▸ Task directions:
The task calls for every line of the data to be repeated exactly.

[Stored data entries]
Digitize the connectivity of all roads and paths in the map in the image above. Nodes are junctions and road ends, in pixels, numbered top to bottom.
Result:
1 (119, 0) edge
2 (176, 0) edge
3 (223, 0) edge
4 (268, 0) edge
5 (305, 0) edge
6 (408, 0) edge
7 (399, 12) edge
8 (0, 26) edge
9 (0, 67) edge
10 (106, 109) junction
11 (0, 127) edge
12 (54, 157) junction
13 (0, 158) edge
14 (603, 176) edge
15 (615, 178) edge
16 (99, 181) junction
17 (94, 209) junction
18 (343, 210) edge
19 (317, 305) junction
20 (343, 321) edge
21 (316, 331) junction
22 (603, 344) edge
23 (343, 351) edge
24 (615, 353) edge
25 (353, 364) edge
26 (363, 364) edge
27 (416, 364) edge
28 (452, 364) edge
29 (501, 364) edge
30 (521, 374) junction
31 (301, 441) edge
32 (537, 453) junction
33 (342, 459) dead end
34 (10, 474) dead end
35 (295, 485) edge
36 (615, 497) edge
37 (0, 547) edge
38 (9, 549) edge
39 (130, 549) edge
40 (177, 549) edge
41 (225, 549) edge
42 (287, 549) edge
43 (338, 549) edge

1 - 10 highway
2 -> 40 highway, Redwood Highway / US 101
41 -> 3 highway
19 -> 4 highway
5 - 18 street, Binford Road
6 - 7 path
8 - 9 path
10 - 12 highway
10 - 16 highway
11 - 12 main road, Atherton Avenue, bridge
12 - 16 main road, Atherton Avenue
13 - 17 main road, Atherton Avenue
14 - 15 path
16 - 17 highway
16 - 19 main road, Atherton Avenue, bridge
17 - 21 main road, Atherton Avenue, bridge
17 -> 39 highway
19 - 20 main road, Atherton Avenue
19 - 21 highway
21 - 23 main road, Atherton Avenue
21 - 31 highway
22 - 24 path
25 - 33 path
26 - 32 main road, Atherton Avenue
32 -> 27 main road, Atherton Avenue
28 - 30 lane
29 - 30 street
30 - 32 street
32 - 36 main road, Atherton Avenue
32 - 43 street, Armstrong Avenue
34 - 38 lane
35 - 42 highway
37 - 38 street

▸ Solution to the exercise:
Digitize the connectivity of all roads and paths in the map in the image above. Nodes are junctions and road ends, in pixels, numbered top to bottom.
Result:
1 (119, 0) edge
2 (176, 0) edge
3 (223, 0) edge
4 (268, 0) edge
5 (305, 0) edge
6 (408, 0) edge
7 (399, 12) edge
8 (0, 26) edge
9 (0, 67) edge
10 (106, 109) junction
11 (0, 127) edge
12 (54, 157) junction
13 (0, 158) edge
14 (603, 176) edge
15 (615, 178) edge
16 (99, 181) junction
17 (94, 209) junction
18 (343, 210) edge
19 (317, 305) junction
20 (343, 321) edge
21 (316, 331) junction
22 (603, 344) edge
23 (343, 351) edge
24 (615, 353) edge
25 (353, 364) edge
26 (363, 364) edge
27 (416, 364) edge
28 (452, 364) edge
29 (501, 364) edge
30 (521, 374) junction
31 (301, 441) edge
32 (537, 453) junction
33 (342, 459) dead end
34 (10, 474) dead end
35 (295, 485) edge
36 (615, 497) edge
37 (0, 547) edge
38 (9, 549) edge
39 (130, 549) edge
40 (177, 549) edge
41 (225, 549) edge
42 (287, 549) edge
43 (338, 549) edge

1 - 10 highway
2 -> 40 highway, Redwood Highway / US 101
41 -> 3 highway
19 -> 4 highway
5 - 18 street, Binford Road
6 - 7 path
8 - 9 path
10 - 12 highway
10 - 16 highway
11 - 12 main road, Atherton Avenue, bridge
12 - 16 main road, Atherton Avenue
13 - 17 main road, Atherton Avenue
14 - 15 path
16 - 17 highway
16 - 19 main road, Atherton Avenue, bridge
17 - 21 main road, Atherton Avenue, bridge
17 -> 39 highway
19 - 20 main road, Atherton Avenue
19 - 21 highway
21 - 23 main road, Atherton Avenue
21 - 31 highway
22 - 24 path
25 - 33 path
26 - 32 main road, Atherton Avenue
32 -> 27 main road, Atherton Avenue
28 - 30 lane
29 - 30 street
30 - 32 street
32 - 36 main road, Atherton Avenue
32 - 43 street, Armstrong Avenue
34 - 38 lane
35 - 42 highway
37 - 38 street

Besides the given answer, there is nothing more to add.